Supplied material.
◆ ◆ ◆

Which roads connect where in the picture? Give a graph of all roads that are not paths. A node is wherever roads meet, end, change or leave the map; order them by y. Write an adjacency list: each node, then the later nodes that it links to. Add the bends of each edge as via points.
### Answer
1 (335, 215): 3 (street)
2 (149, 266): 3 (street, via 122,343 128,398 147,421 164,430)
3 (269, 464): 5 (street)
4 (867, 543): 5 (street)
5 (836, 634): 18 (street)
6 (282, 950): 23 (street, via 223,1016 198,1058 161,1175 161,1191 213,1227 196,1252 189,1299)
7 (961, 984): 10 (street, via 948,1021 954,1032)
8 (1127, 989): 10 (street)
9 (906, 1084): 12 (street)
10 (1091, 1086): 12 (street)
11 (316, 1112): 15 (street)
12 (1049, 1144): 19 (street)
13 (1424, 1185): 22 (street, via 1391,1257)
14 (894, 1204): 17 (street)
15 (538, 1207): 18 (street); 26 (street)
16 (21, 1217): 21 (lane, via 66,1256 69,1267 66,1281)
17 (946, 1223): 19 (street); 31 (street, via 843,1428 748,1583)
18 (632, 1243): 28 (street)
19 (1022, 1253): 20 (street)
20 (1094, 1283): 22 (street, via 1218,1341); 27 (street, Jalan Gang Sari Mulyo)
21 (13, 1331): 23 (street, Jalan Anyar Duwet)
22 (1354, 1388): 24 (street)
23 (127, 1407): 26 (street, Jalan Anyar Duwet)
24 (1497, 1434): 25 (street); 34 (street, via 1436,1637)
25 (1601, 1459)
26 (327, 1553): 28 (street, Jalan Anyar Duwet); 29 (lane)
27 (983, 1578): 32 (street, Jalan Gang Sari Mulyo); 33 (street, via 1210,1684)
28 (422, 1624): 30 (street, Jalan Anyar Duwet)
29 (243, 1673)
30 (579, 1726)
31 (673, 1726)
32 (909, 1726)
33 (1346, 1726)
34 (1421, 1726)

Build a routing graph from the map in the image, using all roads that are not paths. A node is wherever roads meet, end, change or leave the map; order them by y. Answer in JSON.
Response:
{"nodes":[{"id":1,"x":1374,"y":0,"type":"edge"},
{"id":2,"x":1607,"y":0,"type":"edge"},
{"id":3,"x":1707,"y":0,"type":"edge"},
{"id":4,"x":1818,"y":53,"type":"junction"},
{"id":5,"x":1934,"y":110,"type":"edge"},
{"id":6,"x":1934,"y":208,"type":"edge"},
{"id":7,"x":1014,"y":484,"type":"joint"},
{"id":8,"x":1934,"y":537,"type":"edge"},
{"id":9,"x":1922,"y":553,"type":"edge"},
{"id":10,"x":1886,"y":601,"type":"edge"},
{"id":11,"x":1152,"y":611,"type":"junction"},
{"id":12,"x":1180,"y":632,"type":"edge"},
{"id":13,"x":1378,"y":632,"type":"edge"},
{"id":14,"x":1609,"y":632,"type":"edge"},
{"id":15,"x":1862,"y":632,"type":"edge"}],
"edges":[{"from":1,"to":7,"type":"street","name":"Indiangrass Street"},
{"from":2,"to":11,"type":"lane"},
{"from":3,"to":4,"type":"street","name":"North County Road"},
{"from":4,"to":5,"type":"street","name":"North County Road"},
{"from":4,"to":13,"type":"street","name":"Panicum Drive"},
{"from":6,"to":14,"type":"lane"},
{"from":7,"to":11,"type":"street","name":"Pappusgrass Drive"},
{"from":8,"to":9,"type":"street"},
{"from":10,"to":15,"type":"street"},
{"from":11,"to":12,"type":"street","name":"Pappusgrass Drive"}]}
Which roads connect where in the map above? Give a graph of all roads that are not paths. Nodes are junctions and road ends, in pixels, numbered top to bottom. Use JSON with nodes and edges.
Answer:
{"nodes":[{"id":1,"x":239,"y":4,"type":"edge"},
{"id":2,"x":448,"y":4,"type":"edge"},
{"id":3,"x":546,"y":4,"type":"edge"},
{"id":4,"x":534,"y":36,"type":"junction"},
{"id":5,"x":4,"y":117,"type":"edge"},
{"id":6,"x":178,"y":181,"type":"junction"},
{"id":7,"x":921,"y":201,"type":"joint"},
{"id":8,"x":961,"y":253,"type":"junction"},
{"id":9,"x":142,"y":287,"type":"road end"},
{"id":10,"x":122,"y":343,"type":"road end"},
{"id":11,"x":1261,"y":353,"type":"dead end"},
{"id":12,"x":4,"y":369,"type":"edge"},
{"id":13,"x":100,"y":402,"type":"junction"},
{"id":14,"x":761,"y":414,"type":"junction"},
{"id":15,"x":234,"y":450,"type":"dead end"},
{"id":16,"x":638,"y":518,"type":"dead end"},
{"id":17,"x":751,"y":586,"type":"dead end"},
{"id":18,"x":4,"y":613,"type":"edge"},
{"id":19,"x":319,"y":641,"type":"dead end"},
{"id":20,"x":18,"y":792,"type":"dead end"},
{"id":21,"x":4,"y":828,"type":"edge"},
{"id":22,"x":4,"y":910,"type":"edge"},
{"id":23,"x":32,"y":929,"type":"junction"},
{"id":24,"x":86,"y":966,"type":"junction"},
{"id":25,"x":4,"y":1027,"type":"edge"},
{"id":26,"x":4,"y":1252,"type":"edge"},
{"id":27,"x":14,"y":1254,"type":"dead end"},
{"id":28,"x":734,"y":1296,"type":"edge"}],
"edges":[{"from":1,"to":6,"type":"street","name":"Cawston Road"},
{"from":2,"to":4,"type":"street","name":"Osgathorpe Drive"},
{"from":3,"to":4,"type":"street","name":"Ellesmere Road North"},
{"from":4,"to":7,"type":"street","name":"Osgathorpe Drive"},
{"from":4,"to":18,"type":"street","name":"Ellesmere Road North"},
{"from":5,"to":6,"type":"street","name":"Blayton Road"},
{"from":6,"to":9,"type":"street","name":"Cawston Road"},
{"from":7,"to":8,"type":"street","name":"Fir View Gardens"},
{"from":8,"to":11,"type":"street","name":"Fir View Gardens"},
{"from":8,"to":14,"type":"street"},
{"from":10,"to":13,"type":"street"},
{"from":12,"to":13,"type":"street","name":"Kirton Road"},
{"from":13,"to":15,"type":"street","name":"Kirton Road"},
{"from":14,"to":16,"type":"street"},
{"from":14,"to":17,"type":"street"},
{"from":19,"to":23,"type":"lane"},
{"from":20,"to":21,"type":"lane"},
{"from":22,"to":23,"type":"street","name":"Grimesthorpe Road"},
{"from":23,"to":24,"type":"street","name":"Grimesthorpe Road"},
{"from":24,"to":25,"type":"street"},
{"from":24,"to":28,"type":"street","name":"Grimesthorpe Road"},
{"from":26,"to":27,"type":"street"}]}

◆ ◆ ◆

Exercise goal. Repeat the whole listing exactly, line for line.

Answer box.
Which roads connect where in the picture? Give a graph of all roads that are not paths. A node is wherever roads meet, end, change or leave the map; order them by y. Write an adjacency list: each node, then the later nodes that it links to. Add the bends of each edge as via points.
### Answer
1 (335, 215): 3 (street)
2 (149, 266): 3 (street, via 122,343 128,398 147,421 164,430)
3 (269, 464): 5 (street)
4 (867, 543): 5 (street)
5 (836, 634): 18 (street)
6 (282, 950): 23 (street, via 223,1016 198,1058 161,1175 161,1191 213,1227 196,1252 189,1299)
7 (961, 984): 10 (street, via 948,1021 954,1032)
8 (1127, 989): 10 (street)
9 (906, 1084): 12 (street)
10 (1091, 1086): 12 (street)
11 (316, 1112): 15 (street)
12 (1049, 1144): 19 (street)
13 (1424, 1185): 22 (street, via 1391,1257)
14 (894, 1204): 17 (street)
15 (538, 1207): 18 (street); 26 (street)
16 (21, 1217): 21 (lane, via 66,1256 69,1267 66,1281)
17 (946, 1223): 19 (street); 31 (street, via 843,1428 748,1583)
18 (632, 1243): 28 (street)
19 (1022, 1253): 20 (street)
20 (1094, 1283): 22 (street, via 1218,1341); 27 (street, Jalan Gang Sari Mulyo)
21 (13, 1331): 23 (street, Jalan Anyar Duwet)
22 (1354, 1388): 24 (street)
23 (127, 1407): 26 (street, Jalan Anyar Duwet)
24 (1497, 1434): 25 (street); 34 (street, via 1436,1637)
25 (1601, 1459)
26 (327, 1553): 28 (street, Jalan Anyar Duwet); 29 (lane)
27 (983, 1578): 32 (street, Jalan Gang Sari Mulyo); 33 (street, via 1210,1684)
28 (422, 1624): 30 (street, Jalan Anyar Duwet)
29 (243, 1673)
30 (579, 1726)
31 (673, 1726)
32 (909, 1726)
33 (1346, 1726)
34 (1421, 1726)

Build a routing graph from the map in the image, using all roads that are not paths. A node is wherever roads meet, end, change or leave the map; order them by y. Answer in JSON.
Response:
{"nodes":[{"id":1,"x":1374,"y":0,"type":"edge"},
{"id":2,"x":1607,"y":0,"type":"edge"},
{"id":3,"x":1707,"y":0,"type":"edge"},
{"id":4,"x":1818,"y":53,"type":"junction"},
{"id":5,"x":1934,"y":110,"type":"edge"},
{"id":6,"x":1934,"y":208,"type":"edge"},
{"id":7,"x":1014,"y":484,"type":"joint"},
{"id":8,"x":1934,"y":537,"type":"edge"},
{"id":9,"x":1922,"y":553,"type":"edge"},
{"id":10,"x":1886,"y":601,"type":"edge"},
{"id":11,"x":1152,"y":611,"type":"junction"},
{"id":12,"x":1180,"y":632,"type":"edge"},
{"id":13,"x":1378,"y":632,"type":"edge"},
{"id":14,"x":1609,"y":632,"type":"edge"},
{"id":15,"x":1862,"y":632,"type":"edge"}],
"edges":[{"from":1,"to":7,"type":"street","name":"Indiangrass Street"},
{"from":2,"to":11,"type":"lane"},
{"from":3,"to":4,"type":"street","name":"North County Road"},
{"from":4,"to":5,"type":"street","name":"North County Road"},
{"from":4,"to":13,"type":"street","name":"Panicum Drive"},
{"from":6,"to":14,"type":"lane"},
{"from":7,"to":11,"type":"street","name":"Pappusgrass Drive"},
{"from":8,"to":9,"type":"street"},
{"from":10,"to":15,"type":"street"},
{"from":11,"to":12,"type":"street","name":"Pappusgrass Drive"}]}
Which roads connect where in the map above? Give a graph of all roads that are not paths. Nodes are junctions and road ends, in pixels, numbered top to bottom. Use JSON with nodes and edges.
Answer:
{"nodes":[{"id":1,"x":239,"y":4,"type":"edge"},
{"id":2,"x":448,"y":4,"type":"edge"},
{"id":3,"x":546,"y":4,"type":"edge"},
{"id":4,"x":534,"y":36,"type":"junction"},
{"id":5,"x":4,"y":117,"type":"edge"},
{"id":6,"x":178,"y":181,"type":"junction"},
{"id":7,"x":921,"y":201,"type":"joint"},
{"id":8,"x":961,"y":253,"type":"junction"},
{"id":9,"x":142,"y":287,"type":"road end"},
{"id":10,"x":122,"y":343,"type":"road end"},
{"id":11,"x":1261,"y":353,"type":"dead end"},
{"id":12,"x":4,"y":369,"type":"edge"},
{"id":13,"x":100,"y":402,"type":"junction"},
{"id":14,"x":761,"y":414,"type":"junction"},
{"id":15,"x":234,"y":450,"type":"dead end"},
{"id":16,"x":638,"y":518,"type":"dead end"},
{"id":17,"x":751,"y":586,"type":"dead end"},
{"id":18,"x":4,"y":613,"type":"edge"},
{"id":19,"x":319,"y":641,"type":"dead end"},
{"id":20,"x":18,"y":792,"type":"dead end"},
{"id":21,"x":4,"y":828,"type":"edge"},
{"id":22,"x":4,"y":910,"type":"edge"},
{"id":23,"x":32,"y":929,"type":"junction"},
{"id":24,"x":86,"y":966,"type":"junction"},
{"id":25,"x":4,"y":1027,"type":"edge"},
{"id":26,"x":4,"y":1252,"type":"edge"},
{"id":27,"x":14,"y":1254,"type":"dead end"},
{"id":28,"x":734,"y":1296,"type":"edge"}],
"edges":[{"from":1,"to":6,"type":"street","name":"Cawston Road"},
{"from":2,"to":4,"type":"street","name":"Osgathorpe Drive"},
{"from":3,"to":4,"type":"street","name":"Ellesmere Road North"},
{"from":4,"to":7,"type":"street","name":"Osgathorpe Drive"},
{"from":4,"to":18,"type":"street","name":"Ellesmere Road North"},
{"from":5,"to":6,"type":"street","name":"Blayton Road"},
{"from":6,"to":9,"type":"street","name":"Cawston Road"},
{"from":7,"to":8,"type":"street","name":"Fir View Gardens"},
{"from":8,"to":11,"type":"street","name":"Fir View Gardens"},
{"from":8,"to":14,"type":"street"},
{"from":10,"to":13,"type":"street"},
{"from":12,"to":13,"type":"street","name":"Kirton Road"},
{"from":13,"to":15,"type":"street","name":"Kirton Road"},
{"from":14,"to":16,"type":"street"},
{"from":14,"to":17,"type":"street"},
{"from":19,"to":23,"type":"lane"},
{"from":20,"to":21,"type":"lane"},
{"from":22,"to":23,"type":"street","name":"Grimesthorpe Road"},
{"from":23,"to":24,"type":"street","name":"Grimesthorpe Road"},
{"from":24,"to":25,"type":"street"},
{"from":24,"to":28,"type":"street","name":"Grimesthorpe Road"},
{"from":26,"to":27,"type":"street"}]}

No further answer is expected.